While Chloe demeans Shara, Shara also instills in her a sense of existential purpose. Chloe’s existential purpose of competing against Shara aligns with Rory’s existential purpose of winning over and dating Shara. For both Chloe and Rory, Shara embodies a version of acceptance, affirmation, and success that they want for themselves.
“Shara has been the ultimate girl since I was in kindergarten. And that’s not my opinion—literally everyone I’ve ever met thinks Shara Wheeler is the ultimate.”
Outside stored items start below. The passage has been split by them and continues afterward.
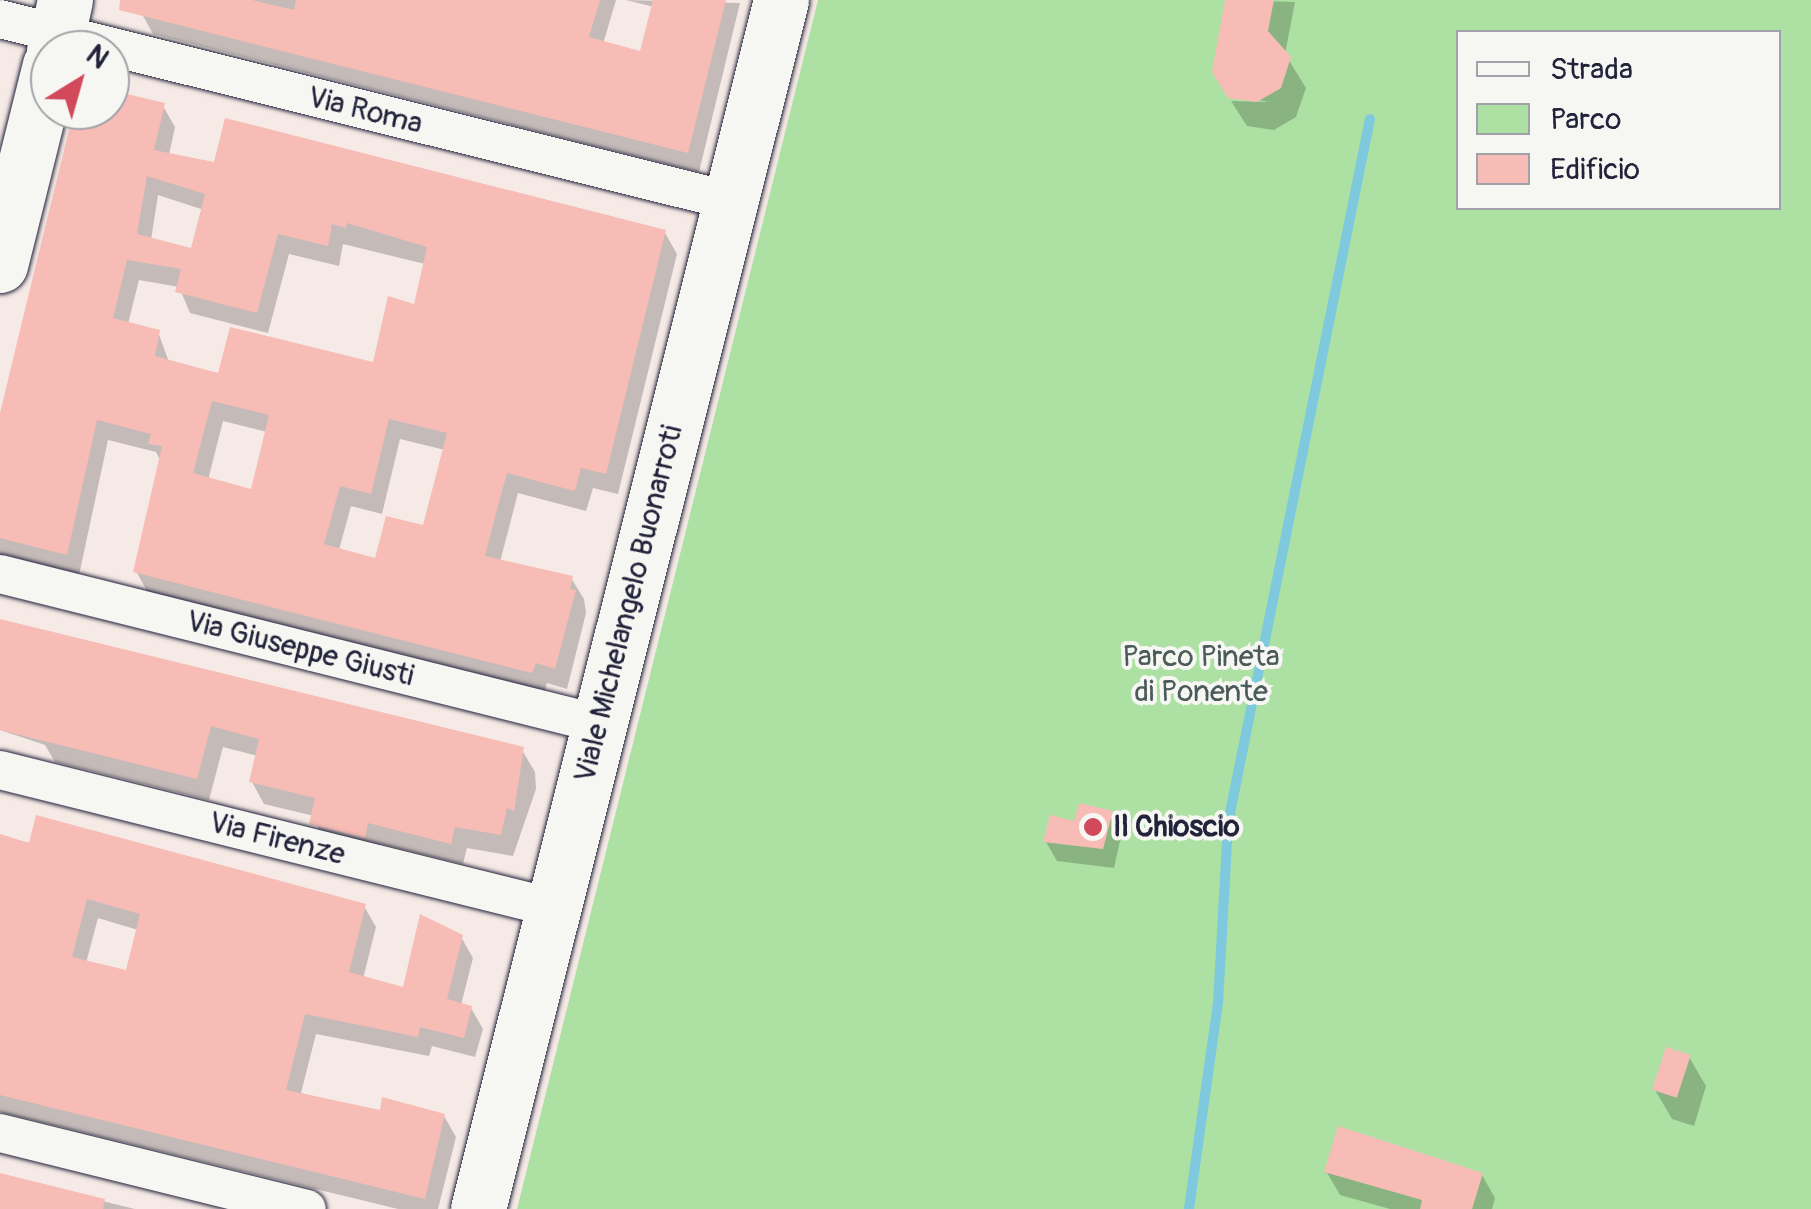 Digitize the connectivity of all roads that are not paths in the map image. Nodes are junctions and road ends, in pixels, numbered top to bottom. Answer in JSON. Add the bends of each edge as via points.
{"nodes":[{"id":1,"x":781,"y":0,"type":"edge"},
{"id":2,"x":0,"y":19,"type":"edge"},
{"id":3,"x":35,"y":30,"type":"edge"},
{"id":4,"x":130,"y":55,"type":"edge"},
{"id":5,"x":34,"y":130,"type":"edge"},
{"id":6,"x":731,"y":201,"type":"junction"},
{"id":7,"x":0,"y":266,"type":"edge"},
{"id":8,"x":0,"y":574,"type":"edge"},
{"id":9,"x":600,"y":724,"type":"junction"},
{"id":10,"x":0,"y":770,"type":"edge"},
{"id":11,"x":554,"y":908,"type":"junction"},
{"id":12,"x":0,"y":1133,"type":"edge"},
{"id":13,"x":307,"y":1209,"type":"edge"},
{"id":14,"x":478,"y":1209,"type":"edge"}],
"edges":[{"from":1,"to":6,"type":"street","name":"Viale Michelangelo Buonarroti"},
{"from":2,"to":3,"type":"street","name":"Via Roma"},
{"from":4,"to":6,"type":"street","name":"Via Roma"},
{"from":5,"to":7,"type":"street"},
{"from":6,"to":9,"type":"street","name":"Viale Michelangelo Buonarroti"},
{"from":8,"to":9,"type":"street","name":"Via Giuseppe Giusti"},
{"from":9,"to":11,"type":"street","name":"Viale Michelangelo Buonarroti"},
{"from":10,"to":11,"type":"street","name":"Via Firenze"},
{"from":11,"to":14,"type":"street","name":"Viale Michelangelo Buonarroti"},
{"from":12,"to":13,"type":"street"}]}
The quotation reflects Rory’s conformity to others’ expectations and ideas as to what constitutes success. For Rory, Shara is the “ultimate girl” of the all-American success story who would earn Rory the social acceptance and affirmation that he craves. It is later revealed that Shara is a substitute for Rory’s misdirected feelings for Smith. In a community in which being gay is frowned upon, Rory masks his true feelings through his fixation on a person he believes others would approve of.
“If Shara were an SAT question, she’d be one of those confusing logic puzzles. Critical reasoning with no obvious answers to rule out. Simple, straightforward words arranged in a strange, winding order, something to get lost inside until you realize you’re way behind on time and you’re going to have to bubble in C for the last four problems.”
Chloe begins to realize that Shara is not as simple and predictable as she had assumed her to be. The quotation hints at the complexity of Shara’s character and foreshadows some of the other qualities that will be revealed later. As with Smith in an earlier passage, Chloe uses comparison with a standardized test problem as a technique for revealing character. Smith is geometry, while Shara is logic.
“I think that’s where this started to go wrong for me. There are things that don’t make sense about me. I don’t know if I belong here. How can that be possible, to feel estranged from a place where everyone loves you? To owe your life to a place and still want to run? I’ve been trying and trying to figure out what it is about me that makes me feel this way and why it feels so deep and so big that it must be most of me, the skin stretching between my knuckles and across my shoulders and then the bones under them too.”
In a long note to Chloe, Shara reveals that she feels she doesn’t belong in her community. Although Shara is regarded as the perfect model for her school and community, she wants to “run.” Shara reveals that, at her core, she doesn’t fit in with her community and the beliefs it represents, which hints at her queerness. The quotation highlights Shara’s inner struggles and her complexity of character, thereby revealing the fallacy in Chloe’s harsh judgment of her.
“Like…I like my body, because it’s fast and strong and good at football. But it also has to be a dude’s body, because I play football. So like, maybe sometimes I wish it was smaller or softer or…different… but I don’t really have a choice. And I can wear stuff like my letterman jacket and feel better because I could be shaped like anything under that, and I can imagine that maybe I’m not shaped like a dude sometimes.”
Smith speaks with Ash, Chloe’s nonbinary friend, about how he views his body. Smith’s view of his body is fluid in that he appreciates his athleticism and ability to play football, but also sometimes wishes his body were “softer” or “different.” Although Smith does not determine his gender identity in the novel, his views suggest he may be a transgender woman or a nonbinary person.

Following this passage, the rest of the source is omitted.